> **REQUIRED ACTION**:
I'd like the entries repeated exactly, without their pictures.

> **DATA PROVIDED**:
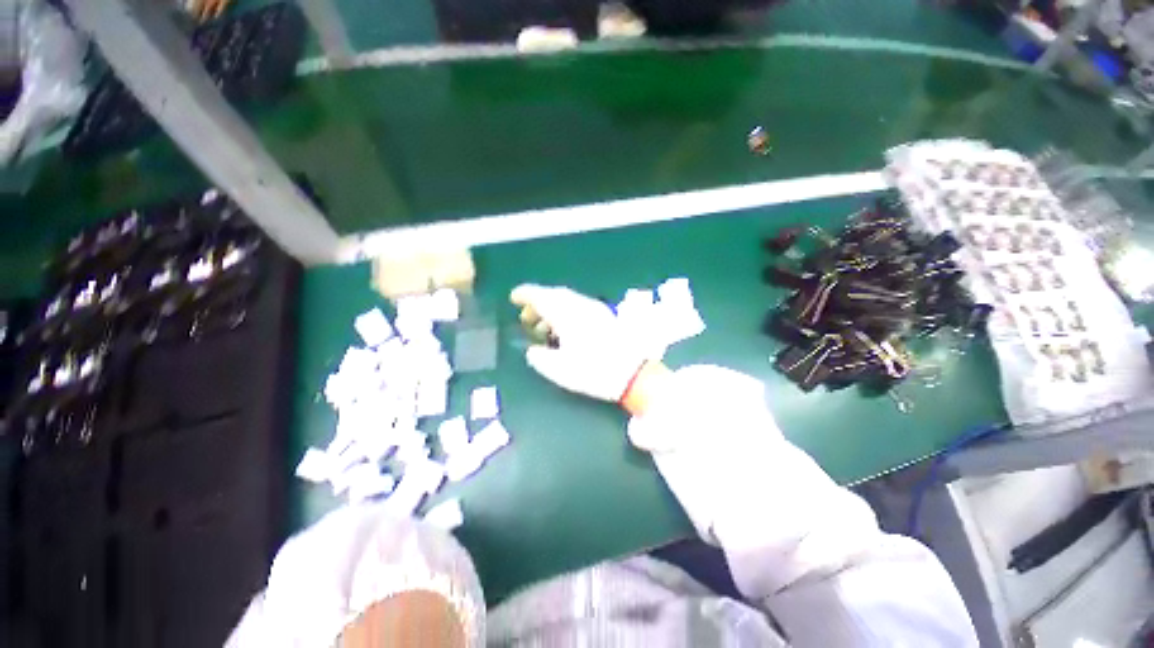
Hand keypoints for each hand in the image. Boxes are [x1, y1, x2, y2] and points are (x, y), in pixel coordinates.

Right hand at [510, 284, 653, 402]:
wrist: (633, 374)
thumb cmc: (594, 371)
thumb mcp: (560, 370)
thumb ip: (540, 358)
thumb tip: (533, 350)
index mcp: (568, 315)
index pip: (542, 297)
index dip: (526, 294)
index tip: (513, 297)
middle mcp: (581, 306)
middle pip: (555, 295)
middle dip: (538, 302)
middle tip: (526, 317)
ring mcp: (596, 310)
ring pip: (568, 301)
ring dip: (552, 308)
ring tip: (542, 327)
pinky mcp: (605, 317)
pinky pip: (578, 307)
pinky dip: (566, 312)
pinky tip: (564, 329)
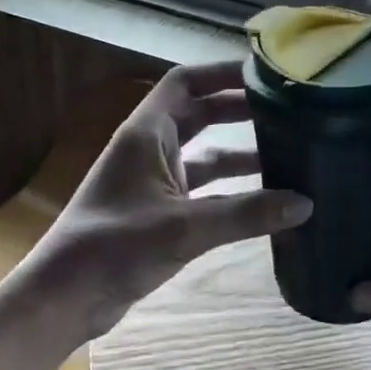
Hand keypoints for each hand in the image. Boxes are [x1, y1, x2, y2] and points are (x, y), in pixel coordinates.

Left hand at [31, 61, 310, 331]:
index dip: (221, 72)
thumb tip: (305, 204)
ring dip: (240, 153)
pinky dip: (232, 191)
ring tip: (288, 152)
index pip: (185, 82)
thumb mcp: (183, 227)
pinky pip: (203, 191)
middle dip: (239, 111)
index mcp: (146, 134)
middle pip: (199, 115)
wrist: (65, 297)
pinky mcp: (159, 213)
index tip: (263, 73)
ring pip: (204, 155)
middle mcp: (150, 150)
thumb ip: (244, 214)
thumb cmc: (114, 247)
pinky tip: (265, 200)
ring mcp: (154, 182)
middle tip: (287, 110)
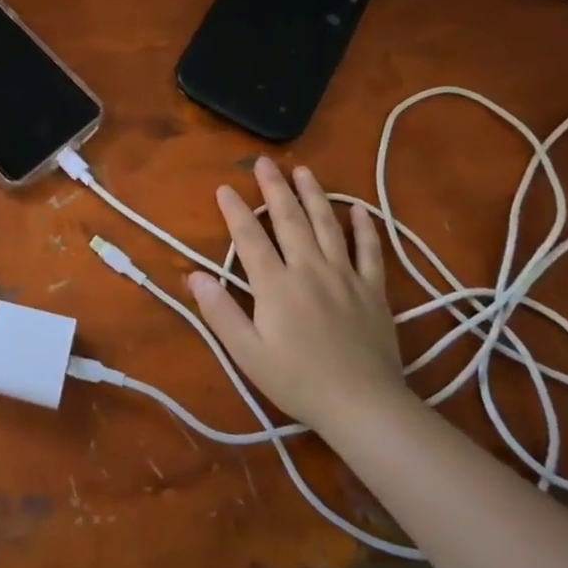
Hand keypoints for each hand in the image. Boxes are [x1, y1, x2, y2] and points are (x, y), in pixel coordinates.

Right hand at [188, 158, 409, 428]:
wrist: (363, 405)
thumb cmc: (298, 381)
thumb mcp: (247, 353)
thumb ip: (220, 311)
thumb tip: (194, 275)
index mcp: (276, 285)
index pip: (250, 238)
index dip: (235, 210)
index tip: (224, 187)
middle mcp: (309, 269)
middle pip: (289, 220)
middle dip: (274, 188)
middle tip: (264, 162)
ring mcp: (345, 276)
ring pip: (328, 225)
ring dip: (314, 195)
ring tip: (304, 171)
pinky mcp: (373, 290)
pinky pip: (370, 252)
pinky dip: (365, 228)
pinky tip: (359, 210)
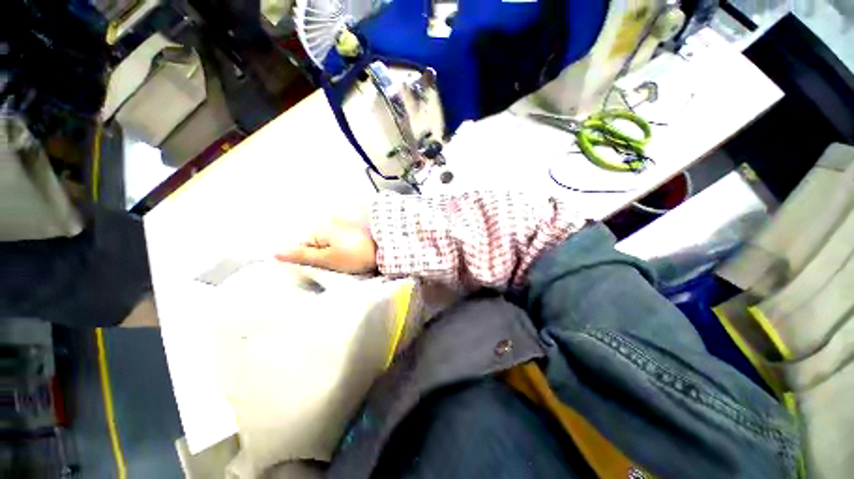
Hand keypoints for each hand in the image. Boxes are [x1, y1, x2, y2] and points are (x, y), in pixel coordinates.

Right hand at [275, 219, 376, 273]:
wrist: (386, 249)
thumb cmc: (354, 256)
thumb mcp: (327, 259)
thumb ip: (302, 255)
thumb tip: (275, 252)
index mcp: (320, 228)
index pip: (302, 246)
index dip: (308, 260)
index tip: (319, 270)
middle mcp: (330, 222)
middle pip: (316, 243)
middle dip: (321, 256)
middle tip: (333, 268)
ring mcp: (344, 224)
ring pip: (329, 243)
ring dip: (332, 253)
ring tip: (344, 263)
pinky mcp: (356, 229)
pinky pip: (341, 240)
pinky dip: (343, 249)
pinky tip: (351, 256)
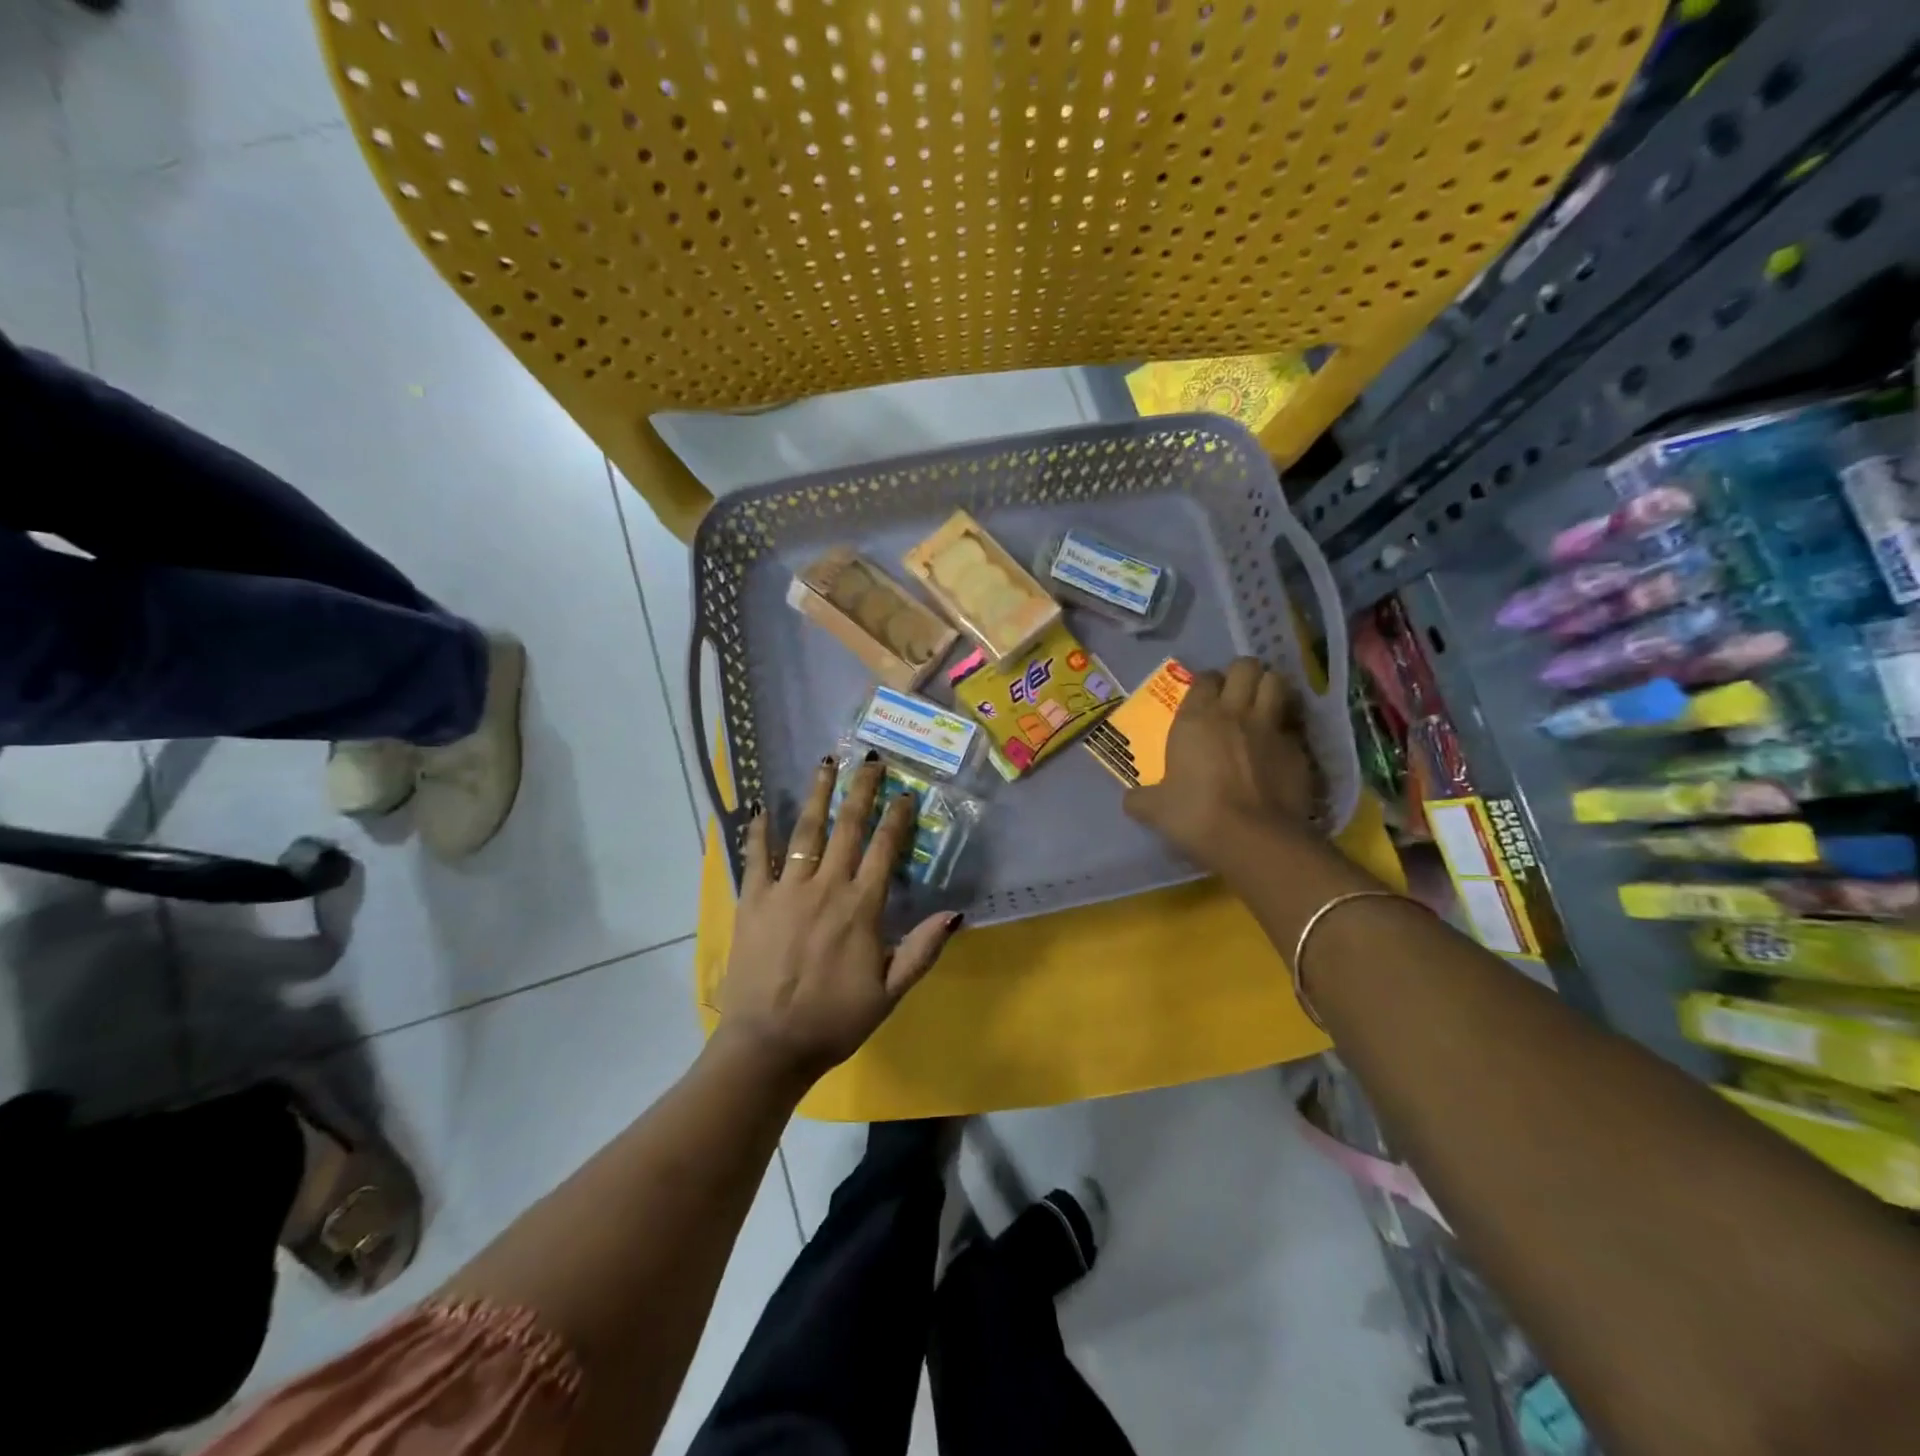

> **SOLUTION TO THE PROBLEM**:
Hand keypoints for each hand in the image. Boxes are [x1, y1, x2, y2] and points are (x, y), in pixel coordinates.

Right hand at [510, 284, 653, 402]:
wrist: (633, 374)
thumb cmc: (594, 371)
thumb mcp: (560, 370)
thumb ip: (540, 358)
thumb tip: (533, 350)
index mcp: (568, 315)
index pip: (542, 297)
index dip: (526, 294)
index tip: (513, 297)
middle mcp: (581, 306)
middle pip: (555, 295)
middle dip: (538, 302)
middle tip: (526, 317)
ring mcp: (596, 310)
ring pip: (568, 301)
ring dip: (552, 308)
ring tip: (542, 327)
pinky mcp: (605, 317)
pinky pip: (578, 307)
pinky dip: (566, 312)
pinky tip: (564, 329)
Hand keypoints for each hand in the image. Boxes are [x1, y1, x2, y2] and points are (x, y), in pixel coordinates.

Left hand at [31, 61, 310, 331]:
index dip: (221, 72)
thumb tip: (305, 204)
ring dip: (240, 153)
pinky dip: (232, 191)
ring tip: (288, 152)
index pip: (185, 82)
thumb mcp: (183, 227)
pinky pip: (203, 191)
middle dip: (239, 111)
index mcp: (146, 134)
middle pip: (199, 115)
wrist: (65, 297)
pinky mcp: (159, 213)
index tip: (263, 73)
ring pip: (204, 155)
middle mcp: (150, 150)
thumb ip: (244, 214)
thumb cmc: (114, 247)
pinky tip: (265, 200)
ring mcp: (154, 182)
middle tip: (287, 110)
Hand keypoints for each hand in the image. Boxes are [x1, y1, x2, y2] and points are (x, y), in pixel coordinates.

Right hand at [188, 158, 409, 428]:
wrist: (363, 405)
thumb cmc: (298, 381)
thumb mcp: (247, 353)
thumb ip: (220, 311)
thumb tip: (194, 275)
index mcp: (276, 285)
index pip: (250, 238)
index dip: (235, 210)
index tip: (224, 187)
middle mcp: (309, 269)
middle pip: (289, 220)
middle dip: (274, 188)
middle tip: (264, 162)
ring mcp: (345, 276)
ring pip: (328, 225)
ring dip: (314, 195)
ring tip: (304, 171)
pinky mcp: (373, 290)
pinky pip: (370, 252)
pinky dip: (365, 228)
pinky tip: (359, 210)
Hand keypoints for each hand in the image. Boxes are [x1, y1, x2, y2] and points are (x, y), in pixel coordinates.

Right hand at [275, 219, 376, 273]:
wrist: (386, 249)
thumb cmc: (354, 256)
thumb mcp: (327, 259)
thumb ip: (302, 255)
thumb tip: (275, 252)
index mcp: (320, 228)
index pip: (302, 246)
index dip: (308, 260)
index tip: (319, 270)
middle mcp: (330, 222)
middle pip: (316, 243)
middle dip: (321, 256)
middle tip: (333, 268)
ring mcp: (344, 224)
ring pip: (329, 243)
ring dip: (332, 253)
ring tip: (344, 263)
pinky mcp: (356, 229)
pinky pip: (341, 240)
pinky dip: (343, 249)
pinky tip: (351, 256)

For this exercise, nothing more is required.